Saved data entries:
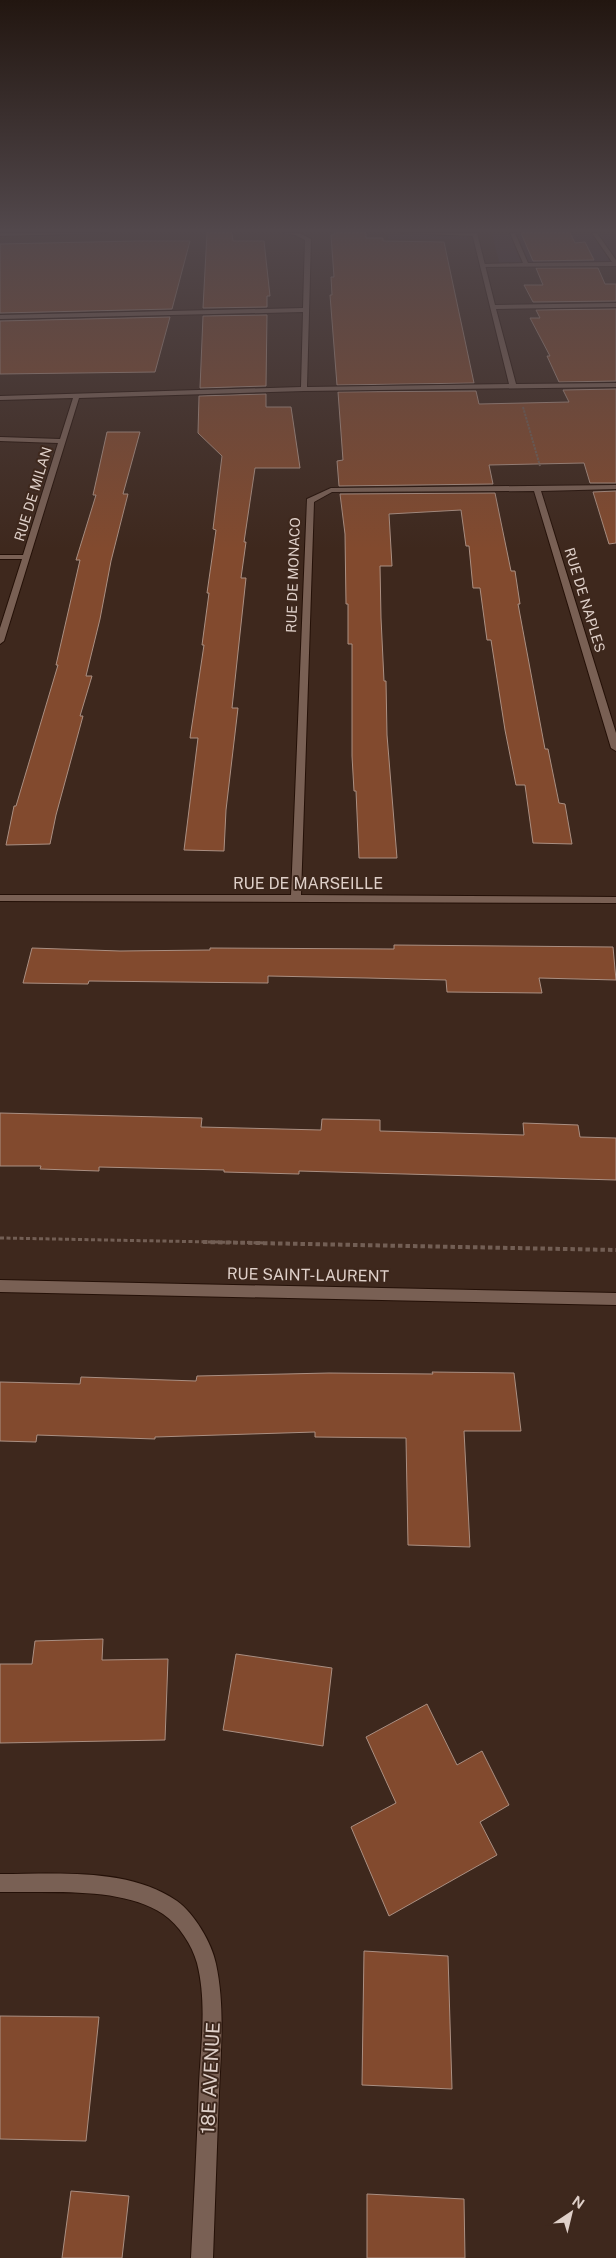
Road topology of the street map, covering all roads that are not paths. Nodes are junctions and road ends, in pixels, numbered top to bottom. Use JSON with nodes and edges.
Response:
{"nodes":[{"id":1,"x":305,"y":338,"type":"edge"},
{"id":2,"x":502,"y":338,"type":"edge"},
{"id":3,"x":616,"y":385,"type":"edge"},
{"id":4,"x":514,"y":386,"type":"junction"},
{"id":5,"x":304,"y":389,"type":"junction"},
{"id":6,"x":76,"y":397,"type":"junction"},
{"id":7,"x":0,"y":398,"type":"edge"},
{"id":8,"x":0,"y":439,"type":"edge"},
{"id":9,"x":63,"y":441,"type":"junction"},
{"id":10,"x":616,"y":487,"type":"edge"},
{"id":11,"x":537,"y":489,"type":"junction"},
{"id":12,"x":0,"y":557,"type":"edge"},
{"id":13,"x":26,"y":557,"type":"junction"},
{"id":14,"x":0,"y":641,"type":"edge"},
{"id":15,"x":616,"y":748,"type":"edge"},
{"id":16,"x":0,"y":898,"type":"edge"},
{"id":17,"x":296,"y":899,"type":"junction"},
{"id":18,"x":616,"y":900,"type":"edge"},
{"id":19,"x":0,"y":1286,"type":"edge"},
{"id":20,"x":616,"y":1298,"type":"edge"},
{"id":21,"x":0,"y":1883,"type":"edge"},
{"id":22,"x":202,"y":2258,"type":"edge"}],
"edges":[{"from":1,"to":5,"type":"street"},
{"from":2,"to":4,"type":"street"},
{"from":3,"to":4,"type":"street"},
{"from":4,"to":5,"type":"street"},
{"from":5,"to":6,"type":"street"},
{"from":6,"to":7,"type":"street"},
{"from":6,"to":9,"type":"street","name":"RUE DE MILAN"},
{"from":8,"to":9,"type":"street","name":"RUE DE MILAN"},
{"from":9,"to":13,"type":"street","name":"RUE DE MILAN"},
{"from":10,"to":11,"type":"street","name":"RUE DE MONACO"},
{"from":11,"to":15,"type":"street","name":"RUE DE NAPLES"},
{"from":11,"to":17,"type":"street","name":"RUE DE MONACO"},
{"from":12,"to":13,"type":"street"},
{"from":13,"to":14,"type":"street","name":"RUE DE MILAN"},
{"from":16,"to":17,"type":"street","name":"RUE DE MARSEILLE"},
{"from":17,"to":18,"type":"street","name":"RUE DE MARSEILLE"},
{"from":19,"to":20,"type":"street","name":"RUE SAINT-LAURENT"},
{"from":21,"to":22,"type":"street","name":"18E AVENUE"}]}
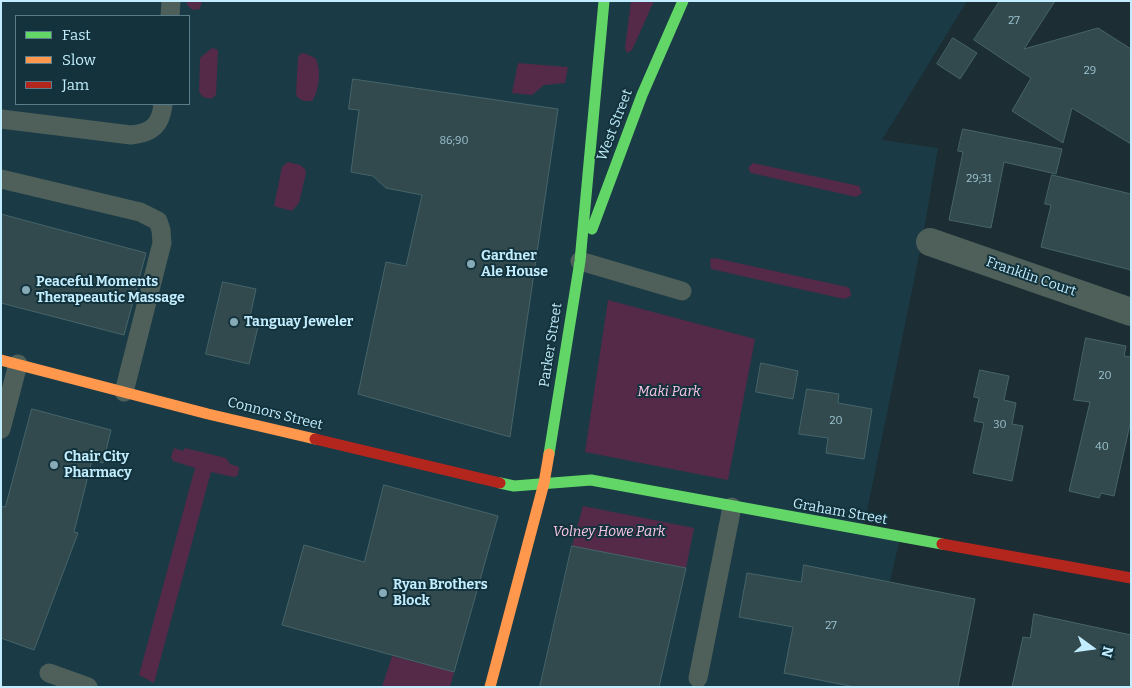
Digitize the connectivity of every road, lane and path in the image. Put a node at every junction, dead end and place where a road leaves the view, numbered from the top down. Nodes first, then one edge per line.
1 (171, 1) edge
2 (604, 1) edge
3 (683, 1) edge
4 (170, 15) edge
5 (163, 105) edge
6 (1, 119) edge
7 (1, 179) edge
8 (930, 242) dead end
9 (580, 261) junction
10 (682, 292) dead end
11 (1131, 312) edge
12 (10, 362) edge
13 (124, 392) junction
14 (1, 429) edge
15 (544, 483) junction
16 (732, 507) junction
17 (1131, 578) edge
18 (49, 673) dead end
19 (698, 678) dead end
20 (88, 687) edge
21 (490, 687) edge

1 - 4 lane
2 - 9 street, Parker Street
3 - 9 street, West Street
5 - 6 lane
7 - 13 lane
8 - 11 street, Franklin Court
9 - 10 lane
9 - 15 street, Parker Street
12 - 13 street, Connors Street
12 - 14 lane
13 - 15 street, Connors Street
15 - 16 street, Graham Street
15 - 21 street, Parker Street
16 - 17 street, Graham Street
16 - 19 lane
18 - 20 lane

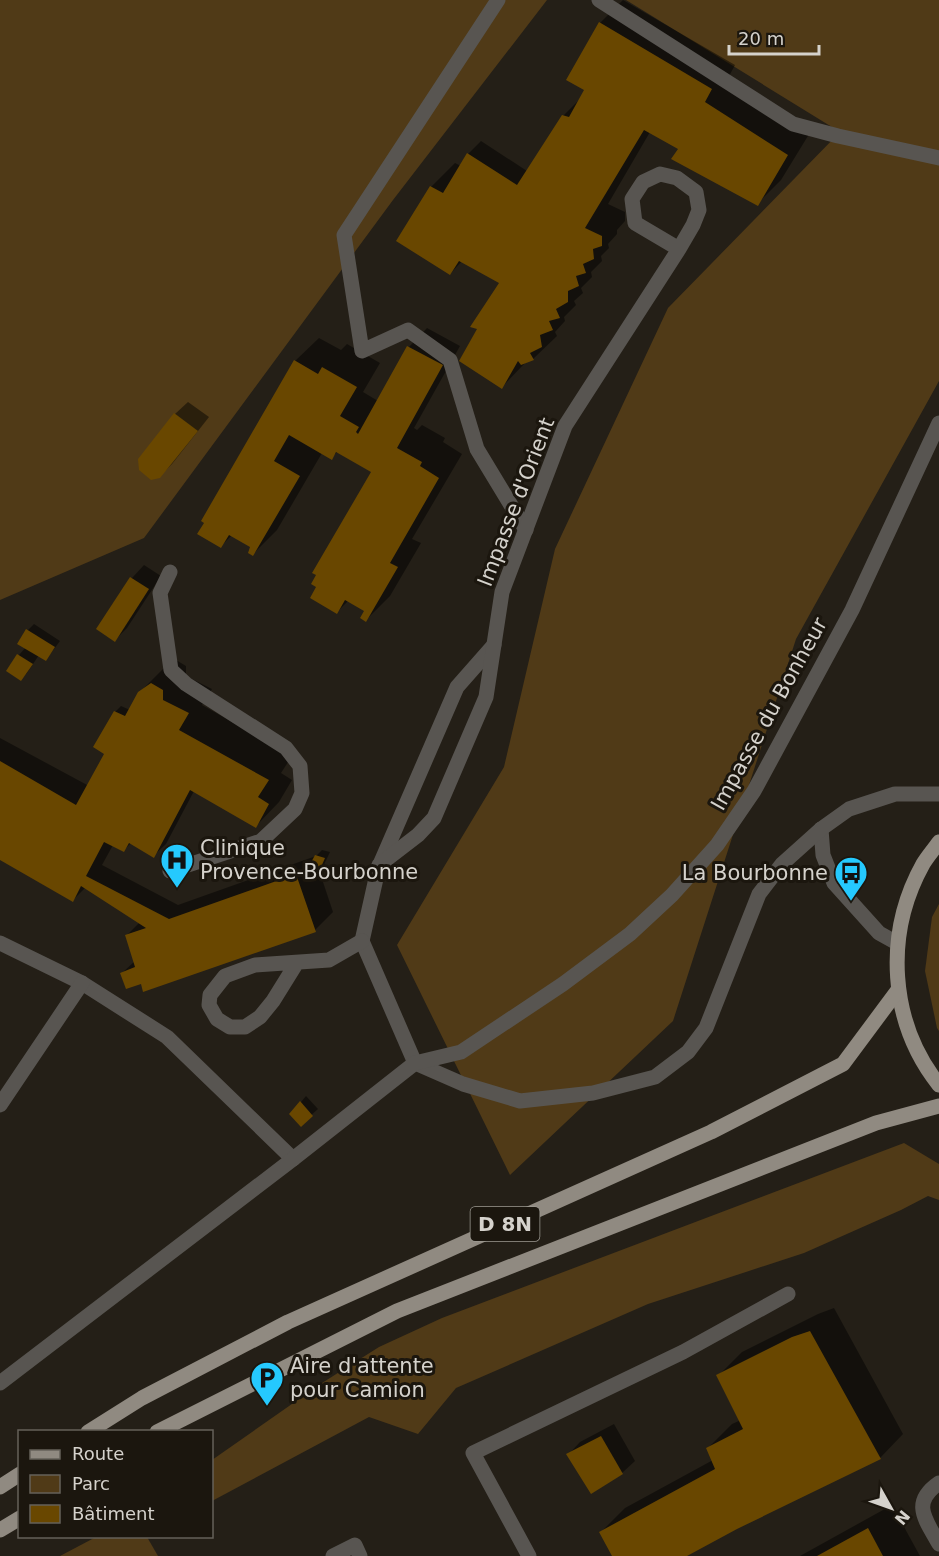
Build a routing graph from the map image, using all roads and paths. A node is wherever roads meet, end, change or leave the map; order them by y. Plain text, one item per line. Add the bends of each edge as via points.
1 (498, 0) edge
2 (599, 0) edge
3 (939, 158) edge
4 (679, 249) junction
5 (939, 423) edge
6 (526, 530) junction
7 (170, 572) dead end
8 (494, 645) junction
9 (939, 794) edge
10 (821, 830) junction
11 (939, 842) edge
12 (380, 865) junction
13 (170, 871) dead end
14 (362, 941) junction
15 (0, 943) edge
16 (897, 943) junction
17 (296, 964) junction
18 (82, 983) junction
19 (898, 990) junction
20 (415, 1063) junction
21 (939, 1085) edge
22 (0, 1105) edge
23 (939, 1106) edge
24 (293, 1159) junction
25 (788, 1294) dead end
26 (0, 1383) edge
27 (90, 1430) edge
28 (159, 1430) edge
29 (18, 1475) edge
30 (939, 1483) edge
31 (0, 1486) edge
32 (18, 1519) edge
33 (0, 1530) edge
34 (939, 1544) edge
35 (333, 1556) edge
36 (360, 1556) edge
37 (530, 1556) edge

1 - 6 lane via 344,235 362,351 408,330 450,360 477,449
2 - 3 lane via 793,124
4 - 4 lane, Impasse d'Orient via 699,210 696,192 677,178 660,174 643,182 632,198 635,223
4 - 6 lane, Impasse d'Orient via 565,426
5 - 20 lane, Impasse du Bonheur via 852,610 754,791 717,845 630,934 563,984 461,1052
6 - 8 lane, Impasse d'Orient via 502,592
7 - 13 lane via 160,593 171,670 186,684 286,748 300,766 302,793 295,809 261,841
8 - 12 lane via 457,687
8 - 12 lane, Impasse d'Orient via 486,697 434,818
9 - 10 lane via 895,794 849,809
10 - 16 lane via 823,855 834,883 879,933
10 - 20 lane via 782,864 759,894 706,1028 688,1052 655,1077 593,1093 520,1101 463,1084
11 - 16 main road via 923,864 906,902
12 - 14 lane
14 - 17 lane via 329,960
14 - 20 lane
15 - 18 lane
16 - 19 main road
17 - 17 lane via 255,965 225,976 210,995 209,1005 217,1018 230,1027 245,1027 273,1001
18 - 22 lane
18 - 24 lane via 168,1037
19 - 21 main road via 908,1031
19 - 27 main road, D 8N via 843,1064 711,1132 288,1322 142,1398
20 - 24 lane
23 - 28 main road, D 8N via 876,1123 397,1311
24 - 26 lane
25 - 37 lane via 683,1352 473,1453
29 - 31 main road
30 - 34 lane via 928,1491 923,1502 923,1515
32 - 33 main road
35 - 36 lane via 355,1545

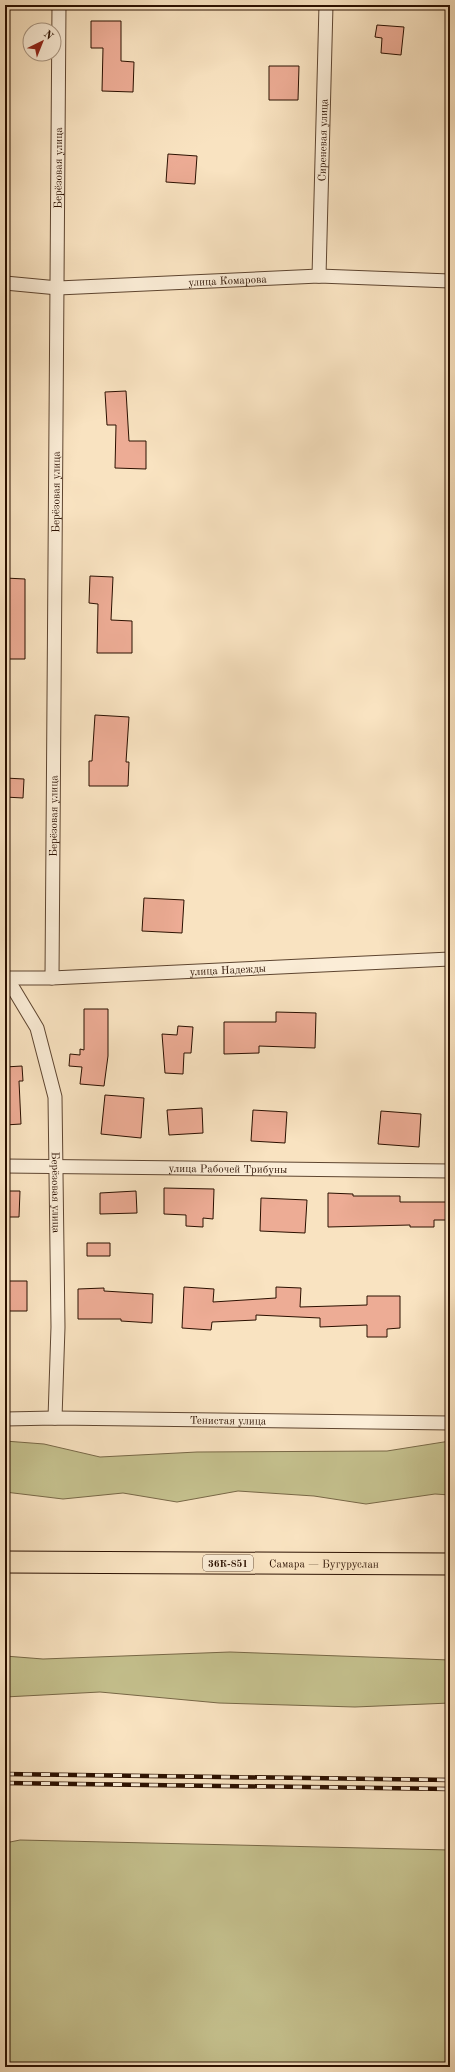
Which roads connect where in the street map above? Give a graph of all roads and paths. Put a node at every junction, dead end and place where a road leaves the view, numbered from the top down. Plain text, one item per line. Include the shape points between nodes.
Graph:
1 (59, 5) edge
2 (326, 5) edge
3 (319, 276) junction
4 (450, 281) edge
5 (5, 283) edge
6 (58, 288) junction
7 (450, 959) edge
8 (6, 978) edge
9 (52, 978) junction
10 (5, 1166) edge
11 (57, 1167) junction
12 (450, 1171) edge
13 (55, 1418) junction
14 (5, 1420) edge
15 (450, 1423) edge
16 (5, 1562) edge
17 (450, 1564) edge

1 - 6 street, Берёзовая улица
2 - 3 street, Сиреневая улица
3 - 4 street, улица Комарова
3 - 6 street, улица Комарова
5 - 6 street, улица Комарова
6 - 9 street, Берёзовая улица
7 - 9 street, улица Надежды
8 - 9 street, улица Надежды
8 - 11 street, Берёзовая улица via 37,1028 55,1097
10 - 11 street, улица Рабочей Трибуны
11 - 12 street, улица Рабочей Трибуны
11 - 13 street, Берёзовая улица via 58,1327
13 - 14 street, Тенистая улица
13 - 15 street, Тенистая улица
16 - 17 main road, Самара — Бугуруслан / 36К-851

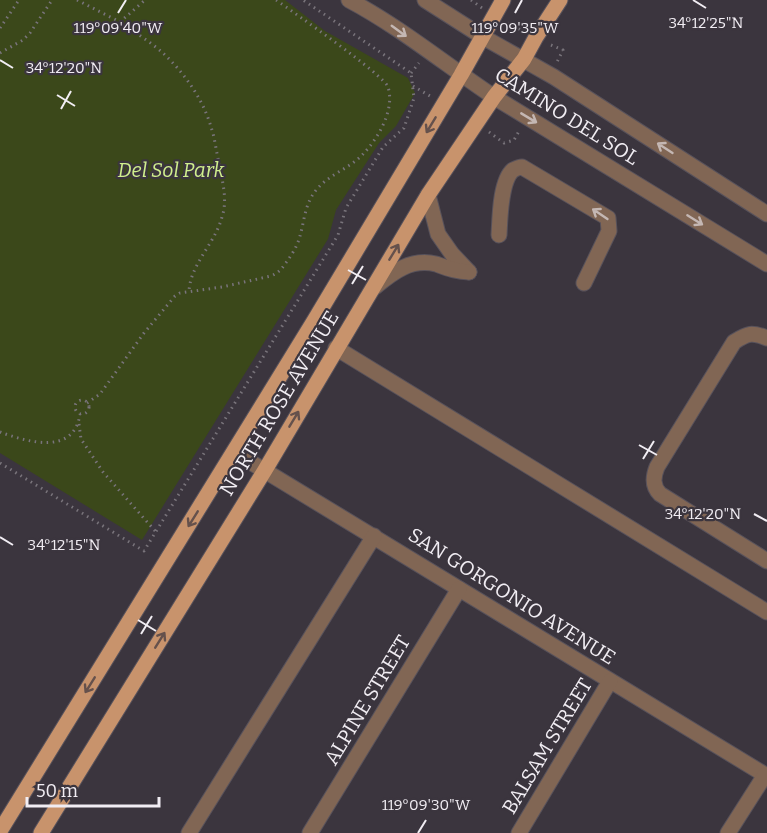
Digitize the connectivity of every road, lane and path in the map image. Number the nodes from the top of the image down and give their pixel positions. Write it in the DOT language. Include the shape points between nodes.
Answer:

What is required: For every line in the data above that holds "between", return the line itself.

Problem solution:
Which roads connect where in the street map above? Give a graph of all roads and paths. Put a node at every junction, dead end and place where a road leaves the view, numbered from the top down. Plain text, one item per line. Include the shape points between nodes.
Digitize the connectivity of every road, lane and path in the map image. Number the nodes from the top of the image down and give their pixel positions. Write it in the DOT language. Include the shape points between nodes.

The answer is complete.